While I have learned that there is considerable enthusiasm from health and educational professionals about the potential for the FSCS model to support improved integration of health and educational supports for young people, I have also learned about the barriers to achieving integration between these stakeholders in schools. My autoethnographic work has also allowed me to reflect on the importance of my role as a coordinator and the journey involved in developing a FSCS. Focusing on and sharing my personal experiences will hopefully provide insight into the process for others hoping to undertake similar work in their schools in the future.
While it has been generative to focus on my interactions with health and educational professionals in this paper, they are not the only stakeholders that I have learned from in the process of developing a FSCS. I now seek to extend this learning approach as we engage with other stakeholder groups, teachers, school leaders, parents, and students. At the next stage of work, students will be prioritised as they are not only the end-users of the services and supports being developed, but are historically underrepresented in research into the implementation of FSCSs. The inclusion of their voices and experiences should be made central to drive the ongoing and future direction of the model.
Footnotes
Authors’ note
No AI was used in the development of and/or finessing of this paper.
Data availability
Anonymised versions of datasets generated during and/or analysed in the current study may be made available from the corresponding author upon reasonable request.

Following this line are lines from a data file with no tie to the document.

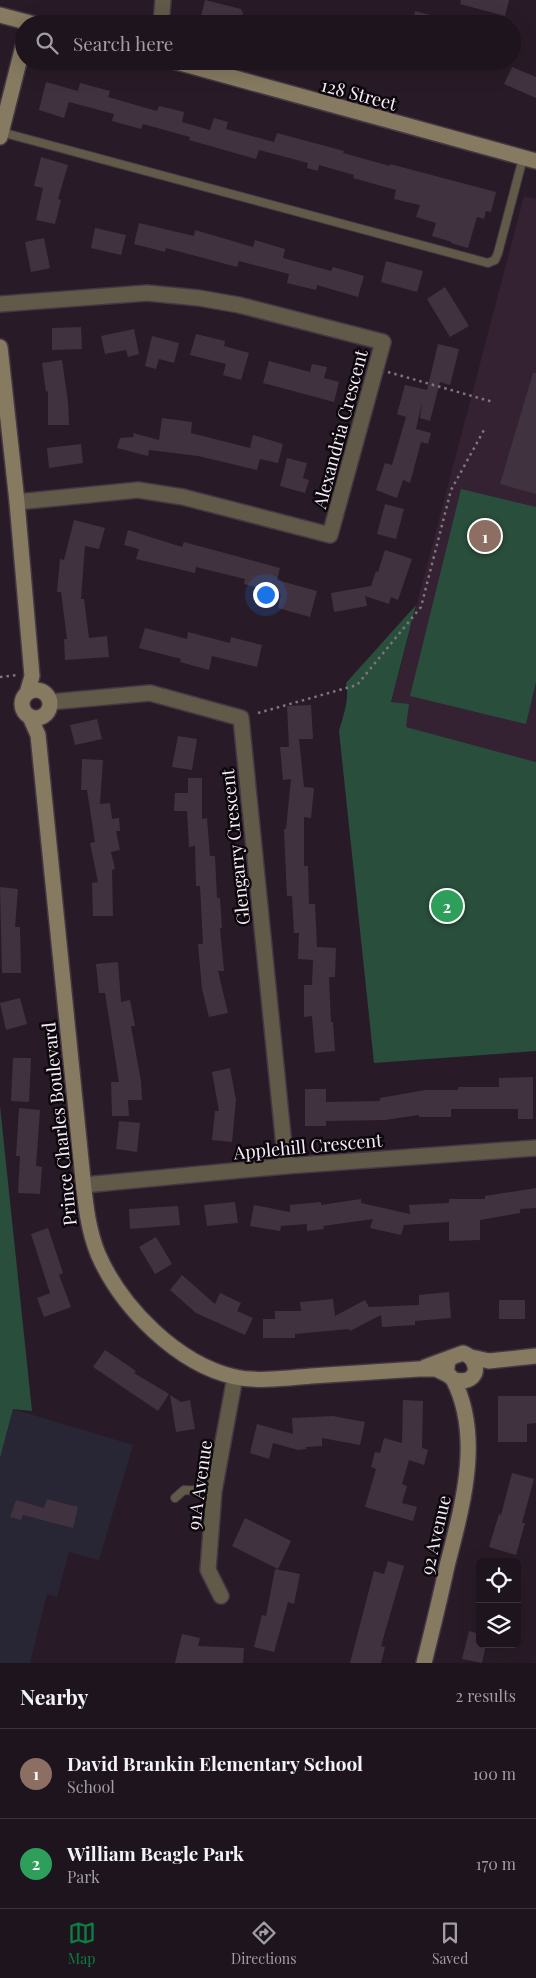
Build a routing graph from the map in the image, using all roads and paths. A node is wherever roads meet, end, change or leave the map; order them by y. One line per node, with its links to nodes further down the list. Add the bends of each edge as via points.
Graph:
1 (163, 0): 3 (street)
2 (0, 15): 4 (street)
3 (162, 15)
4 (15, 19)
5 (17, 70): 7 (street)
6 (204, 70): 8 (street, 128 Street)
7 (0, 134): 8 (lane, via 488,263 495,260 498,253)
8 (529, 160)
9 (0, 304): 14 (street, Alexandria Crescent, via 147,293 199,298 383,342 330,535 183,497 138,490)
10 (0, 347): 14 (street)
11 (383, 370): 12 (path)
12 (493, 402)
13 (484, 430): 18 (path, via 451,490 420,607 357,685)
14 (17, 502): 15 (street)
15 (27, 676): 16 (path); 17 (street)
16 (0, 677)
17 (39, 695): 19 (street, Prince Charles Boulevard, via 49,710); 19 (street, via 22,701 23,710); 21 (street, Glengarry Crescent, via 150,693 242,718)
18 (258, 713)
19 (36, 717): 22 (street, Prince Charles Boulevard)
20 (536, 1148): 21 (street, Applehill Crescent)
21 (286, 1166): 22 (street, Applehill Crescent)
22 (84, 1185): 27 (street, Prince Charles Boulevard, via 90,1232 99,1256 115,1286 134,1311 185,1354)
23 (536, 1356): 26 (street, via 489,1361)
24 (450, 1358): 25 (street, Prince Charles Boulevard); 26 (street, via 463,1353); 28 (street, via 447,1367)
25 (419, 1369): 27 (street, Prince Charles Boulevard, via 287,1378); 28 (street, Prince Charles Boulevard, via 436,1369)
26 (472, 1369): 28 (street, via 462,1382); 29 (street, 92 Avenue)
27 (235, 1377): 30 (street, 91A Avenue)
28 (451, 1378): 29 (street, 92 Avenue)
29 (465, 1413): 33 (street, 92 Avenue, via 468,1451 460,1514)
30 (214, 1491): 31 (lane, via 184,1490); 32 (street, 91A Avenue, via 208,1570)
31 (176, 1498)
32 (221, 1596)
33 (424, 1663)

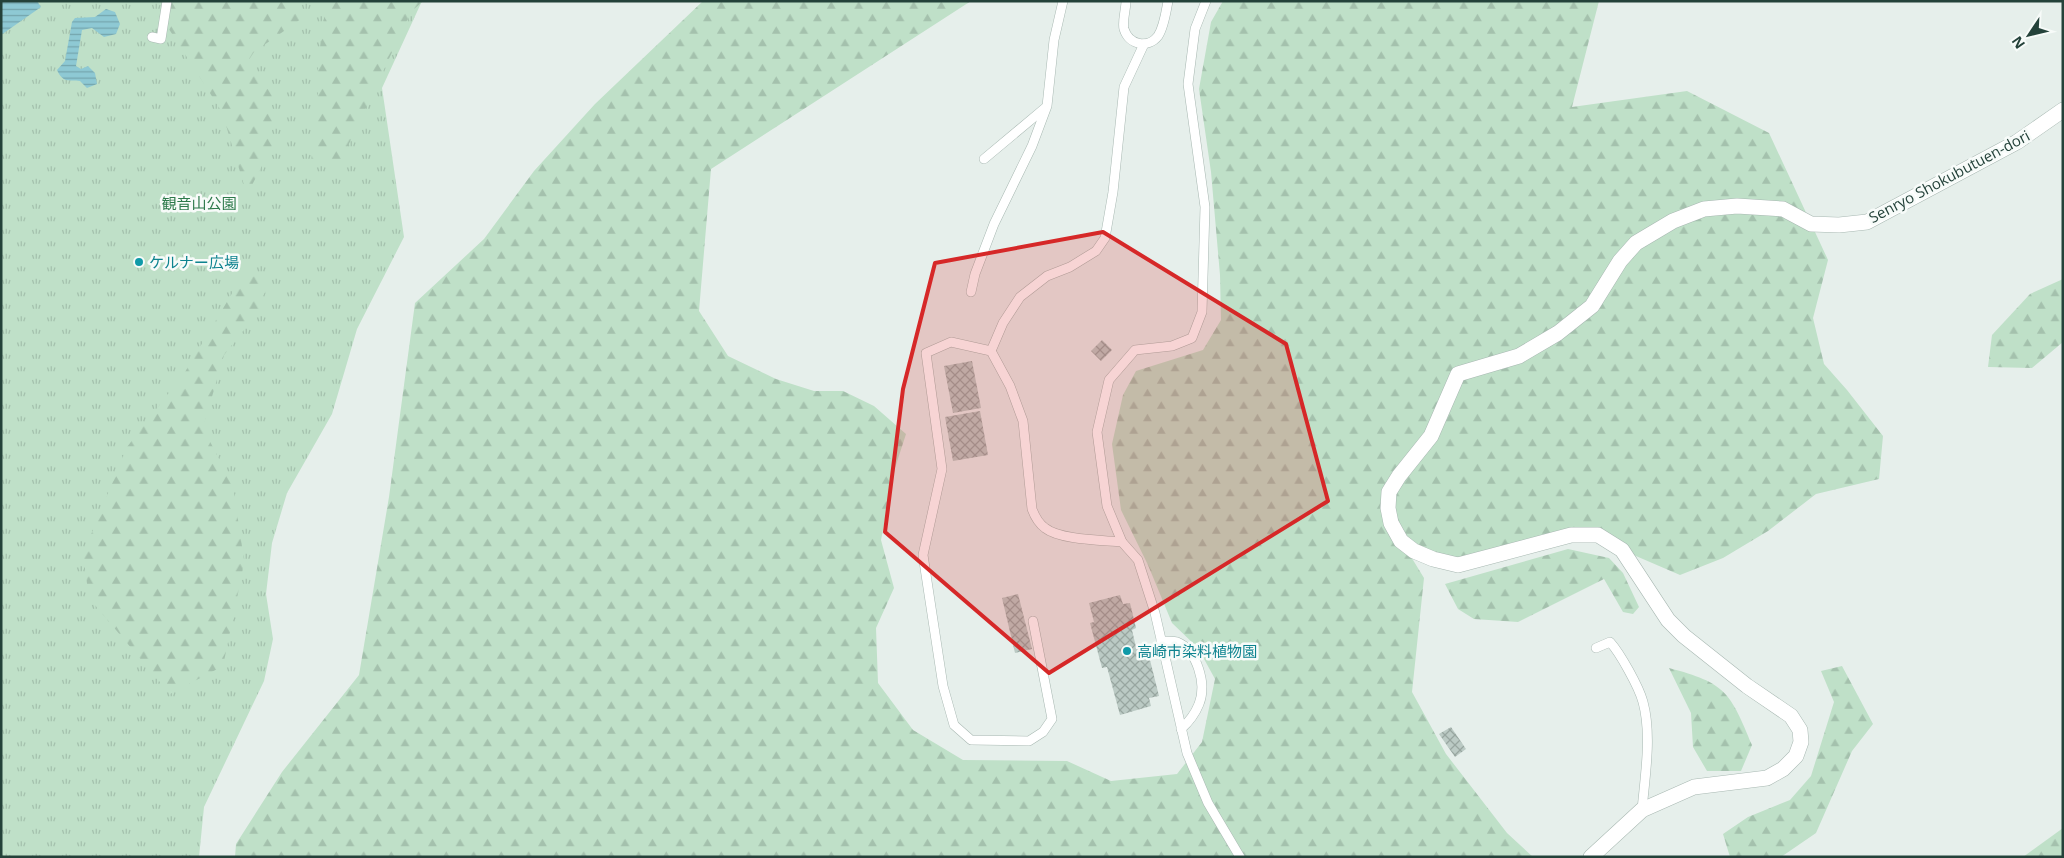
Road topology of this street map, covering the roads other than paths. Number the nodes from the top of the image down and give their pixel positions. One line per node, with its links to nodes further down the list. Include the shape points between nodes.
1 (167, 1): 6 (lane, via 161,39)
2 (1063, 1): 8 (lane, via 1054,40)
3 (1126, 1): 7 (lane, via 1124,28 1129,38 1137,44)
4 (1168, 1): 7 (lane, via 1160,34 1154,41)
5 (1206, 1): 13 (lane, via 1195,29 1188,84 1205,208 1202,312 1192,338 1172,346 1135,350 1109,380 1097,432 1107,506)
6 (152, 37)
7 (1144, 44): 12 (lane, via 1124,87 1105,238 1096,251 1048,276 1020,297 1003,323)
8 (1047, 106): 10 (lane); 11 (lane, via 1032,146 994,224)
9 (2063, 110): 18 (street, Senryo Shokubutuen-dori, via 2017,142 1866,222 1811,224 1783,209 1737,206 1704,210 1673,221 1636,243 1620,261 1592,306 1558,333 1519,356 1458,374 1431,436 1390,492 1388,508 1391,523 1401,541 1433,559 1458,565 1571,534 1598,535 1622,550 1668,620 1684,636 1791,716 1800,730 1801,742 1796,756 1767,778 1694,787)
10 (984, 159)
11 (971, 292)
12 (991, 351): 13 (lane, via 1010,386 1023,422 1032,509 1038,522 1047,530 1071,536); 14 (lane, via 950,342 926,353 942,470 923,555 943,686 954,724 972,740 1029,741 1043,732 1052,719)
13 (1122, 542): 15 (lane, via 1138,560)
14 (1033, 621)
15 (1161, 641): 17 (lane); 17 (lane, via 1177,642 1198,664 1200,701 1193,718)
16 (1596, 648): 18 (lane, via 1610,642 1618,650 1643,702 1646,735)
17 (1182, 729): 19 (lane, via 1187,754 1208,803)
18 (1642, 810): 20 (street, Senryo Shokubutuen-dori)
19 (1240, 857)
20 (1591, 857)

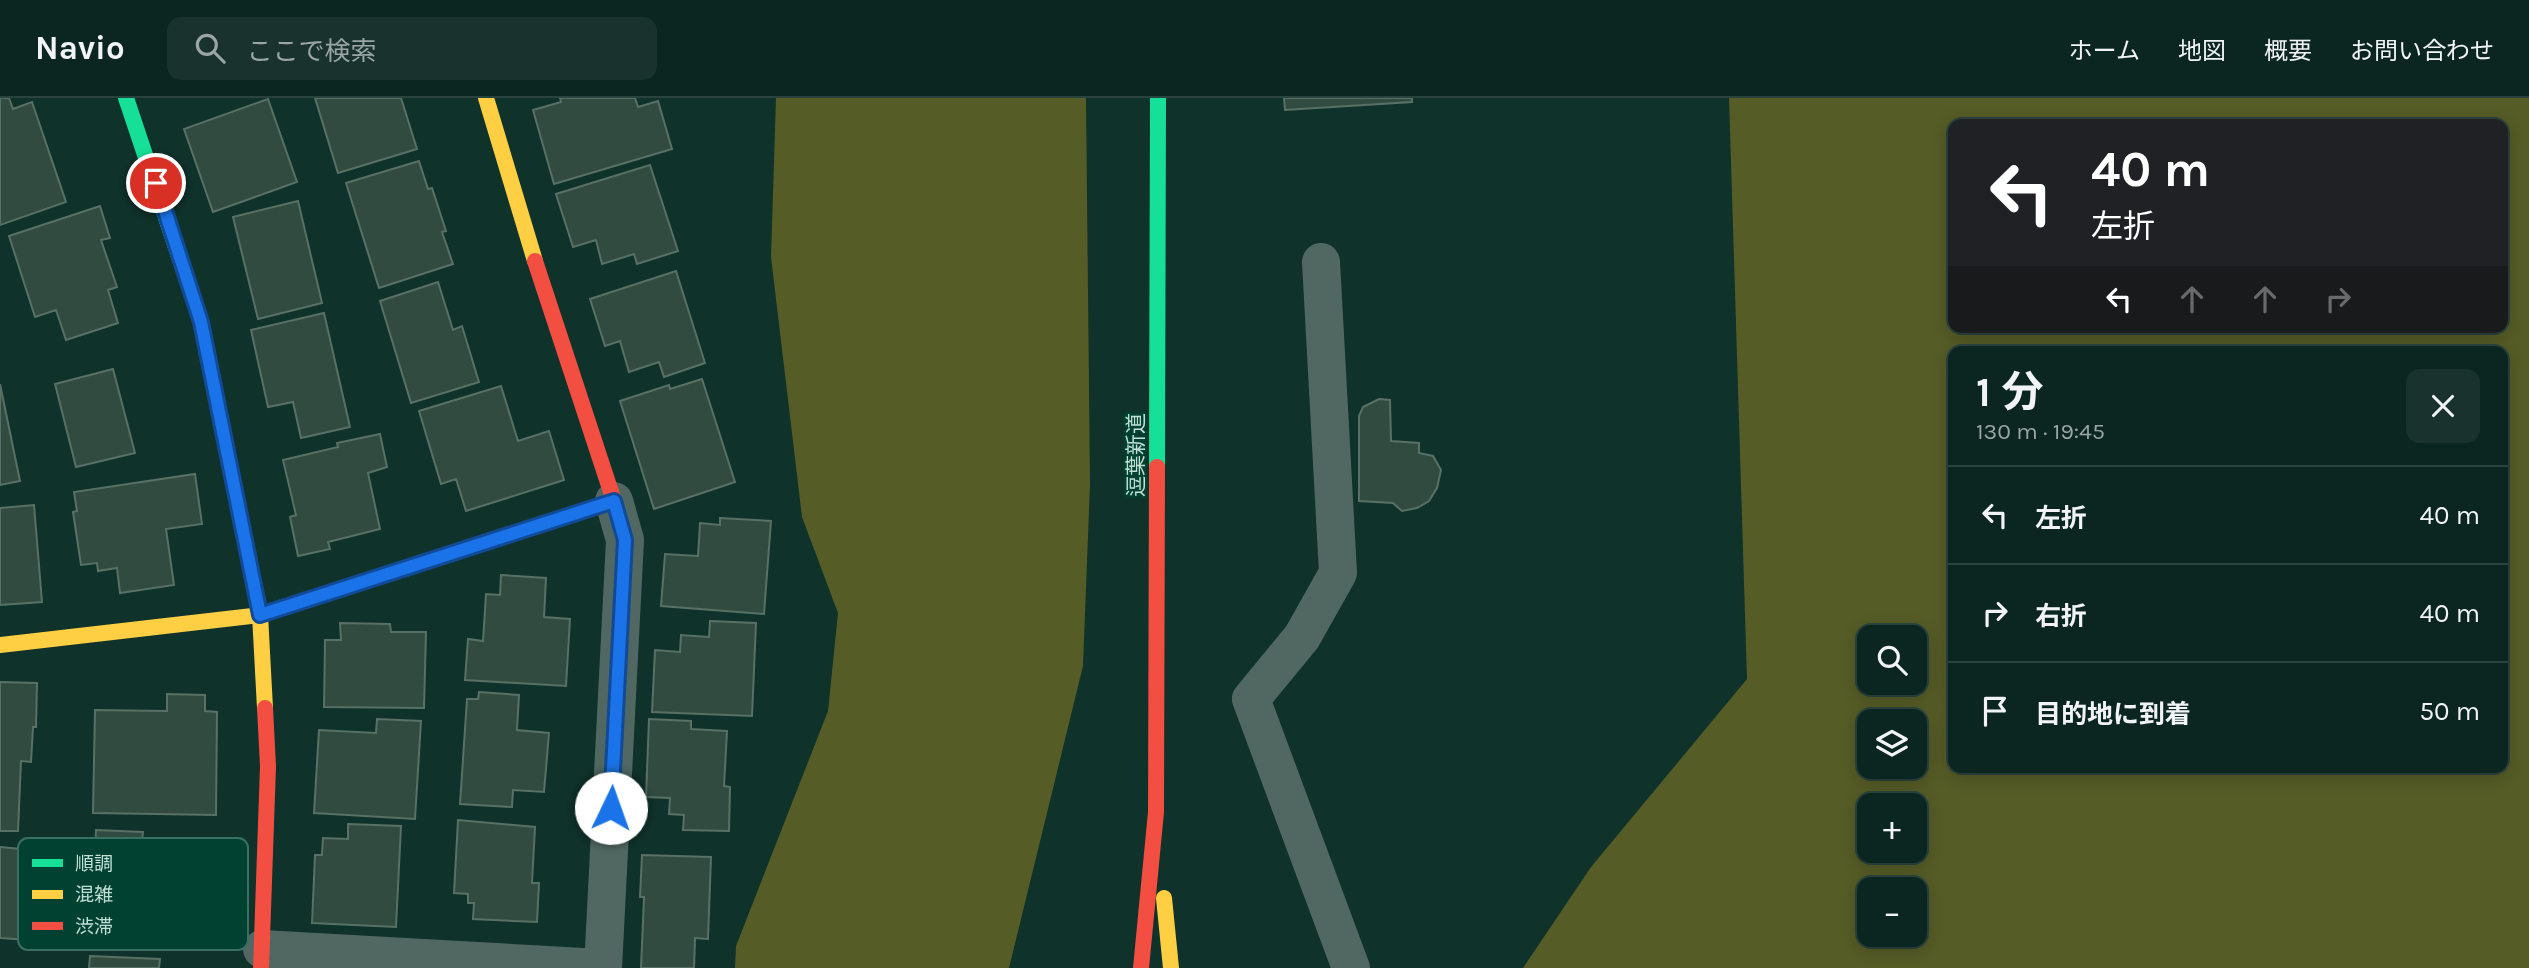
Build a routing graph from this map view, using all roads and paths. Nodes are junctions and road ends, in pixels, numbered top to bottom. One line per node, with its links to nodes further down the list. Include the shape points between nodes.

Declaration of conflicting interests
The author(s) declared the following potential conflicts of interest with respect to the research, authorship, and/or publication of this article: The first author is an employee of the State of Queensland Department of Education. They undertook this study as an independent researcher and part of a PhD programme. The article represents the views of the authors alone and not the views of the Queensland Government Department of Education.
Funding
The author(s) received no financial support for the research, authorship, and/or publication of this article.